Issuance of 7.875% Senior Secured Notes due 2026
On March 4, 2021, PHH (formerly referred to as PMC) completed the issuance and sale of $400.0 million aggregate principal amount of 7.875% senior secured notes due March 15, 2026 (the PMC Senior Secured Notes) at a discount of $2.1 million. The PMC Senior Secured Notes are guaranteed on a senior secured basis by Ocwen and PHH Corporation and were sold in an offering exempt from the registration requirements of the Securities Act of 1933, as amended (the Securities Act). Interest on the PMC Senior Secured Notes accrues at a rate of 7.875% per annum and is payable semi-annually in arrears on March 15 and September 15 of each year, beginning on September 15, 2021.
PHH may redeem some or all of the PMC Senior Secured Notes at its option at the following redemption prices, plus accrued and unpaid interest, if any, on the notes redeemed to, but excluding, the redemption date if redeemed during the 12-month period beginning on March 15th of the years indicated below:
Redemption YearRedemption Price
2023103.938 %
2024101.969 
2025 and thereafter100.000 
The Indenture contains customary covenants for debt securities of this type that limit the ability of PHH Corporation and its restricted subsidiaries (including PHH) to, among other things, (i) incur or guarantee additional indebtedness, (ii) incur liens, (iii) pay dividends on or make distributions in respect of PHH Corporation’s capital stock or make other restricted payments, (iv) make investments, (v) consolidate, merge, sell or otherwise dispose of certain assets, and (vi) enter into transactions with Ocwen’s affiliates.

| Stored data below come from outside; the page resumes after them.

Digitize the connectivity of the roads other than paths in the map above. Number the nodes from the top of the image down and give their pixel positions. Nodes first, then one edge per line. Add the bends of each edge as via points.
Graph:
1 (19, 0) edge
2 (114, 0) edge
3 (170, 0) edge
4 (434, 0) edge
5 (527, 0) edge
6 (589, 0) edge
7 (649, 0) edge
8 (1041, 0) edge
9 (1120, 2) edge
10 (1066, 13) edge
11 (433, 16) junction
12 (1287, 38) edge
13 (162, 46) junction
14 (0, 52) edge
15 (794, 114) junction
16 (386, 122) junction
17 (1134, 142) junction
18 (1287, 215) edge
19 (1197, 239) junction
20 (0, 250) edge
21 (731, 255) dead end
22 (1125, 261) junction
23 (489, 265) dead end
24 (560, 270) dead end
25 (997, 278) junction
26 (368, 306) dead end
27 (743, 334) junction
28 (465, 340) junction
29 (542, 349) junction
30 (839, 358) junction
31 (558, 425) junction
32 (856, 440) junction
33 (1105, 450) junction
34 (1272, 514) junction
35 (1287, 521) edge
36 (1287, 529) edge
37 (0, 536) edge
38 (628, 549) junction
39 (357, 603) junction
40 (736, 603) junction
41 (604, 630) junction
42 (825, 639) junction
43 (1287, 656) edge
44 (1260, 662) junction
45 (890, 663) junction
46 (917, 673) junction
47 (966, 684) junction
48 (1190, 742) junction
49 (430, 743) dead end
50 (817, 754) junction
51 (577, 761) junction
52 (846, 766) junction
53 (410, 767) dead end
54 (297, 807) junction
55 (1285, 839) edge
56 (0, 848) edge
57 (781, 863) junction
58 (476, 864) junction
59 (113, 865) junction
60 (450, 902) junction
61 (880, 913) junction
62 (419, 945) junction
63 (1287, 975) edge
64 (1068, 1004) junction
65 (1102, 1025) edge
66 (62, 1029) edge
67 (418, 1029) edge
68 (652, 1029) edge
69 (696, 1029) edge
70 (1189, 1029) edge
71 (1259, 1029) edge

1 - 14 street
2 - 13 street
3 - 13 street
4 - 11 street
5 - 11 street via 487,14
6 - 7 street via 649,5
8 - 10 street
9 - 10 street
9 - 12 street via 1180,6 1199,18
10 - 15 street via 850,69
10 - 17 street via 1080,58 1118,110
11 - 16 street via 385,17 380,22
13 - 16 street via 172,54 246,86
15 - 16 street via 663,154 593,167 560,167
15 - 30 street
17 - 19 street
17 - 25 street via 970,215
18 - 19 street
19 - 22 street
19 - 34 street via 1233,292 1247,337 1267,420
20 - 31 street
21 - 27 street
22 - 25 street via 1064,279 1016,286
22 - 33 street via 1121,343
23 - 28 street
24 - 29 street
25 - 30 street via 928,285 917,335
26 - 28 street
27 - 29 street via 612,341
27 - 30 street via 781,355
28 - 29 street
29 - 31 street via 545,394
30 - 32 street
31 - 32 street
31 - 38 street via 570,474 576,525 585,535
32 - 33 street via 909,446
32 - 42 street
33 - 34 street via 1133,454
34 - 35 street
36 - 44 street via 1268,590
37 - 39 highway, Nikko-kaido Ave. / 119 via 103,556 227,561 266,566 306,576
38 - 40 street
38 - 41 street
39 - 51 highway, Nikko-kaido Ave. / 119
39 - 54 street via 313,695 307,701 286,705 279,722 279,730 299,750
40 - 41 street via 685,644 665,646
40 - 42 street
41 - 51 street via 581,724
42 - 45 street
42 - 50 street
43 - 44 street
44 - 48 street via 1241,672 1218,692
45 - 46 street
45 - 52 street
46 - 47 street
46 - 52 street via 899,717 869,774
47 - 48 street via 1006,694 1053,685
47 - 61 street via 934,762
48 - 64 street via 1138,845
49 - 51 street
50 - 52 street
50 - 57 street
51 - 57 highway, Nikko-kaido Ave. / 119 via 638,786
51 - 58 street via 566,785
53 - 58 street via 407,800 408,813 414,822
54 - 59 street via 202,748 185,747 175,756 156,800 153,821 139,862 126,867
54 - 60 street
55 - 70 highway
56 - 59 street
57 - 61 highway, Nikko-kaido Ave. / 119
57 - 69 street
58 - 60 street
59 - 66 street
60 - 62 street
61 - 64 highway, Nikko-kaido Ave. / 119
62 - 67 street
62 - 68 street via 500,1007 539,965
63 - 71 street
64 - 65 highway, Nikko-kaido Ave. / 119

In 2023 and 2022, we repurchased and extinguished a total of $15.0 million and $25.0 million, respectively, of the PMC Senior Secured Notes in the open market for a price of $13.5 million and $23.6 million, and recognized a gain of $1.3 million and $0.9 million on debt extinguishment, net of the respective write-off of unamortized discount and debt issuance costs.
Issuance of OFC Senior Secured Notes
On March 4, 2021, Ocwen completed the private placement of $199.5 million aggregate principal amount of senior secured notes (the OFC Senior Secured Notes) with an OID of $24.5 million to certain entities owned by funds and accounts managed by Oaktree Capital Management, L.P. (the Oaktree Investors). Concurrent with the issuance of the OFC Senior Secured Notes, Ocwen issued to the Oaktree Investors warrants to purchase shares of its common stock. The $158.5 million proceeds were allocated to the OFC Senior Secured Notes on a relative fair value basis resulting in an initial discount.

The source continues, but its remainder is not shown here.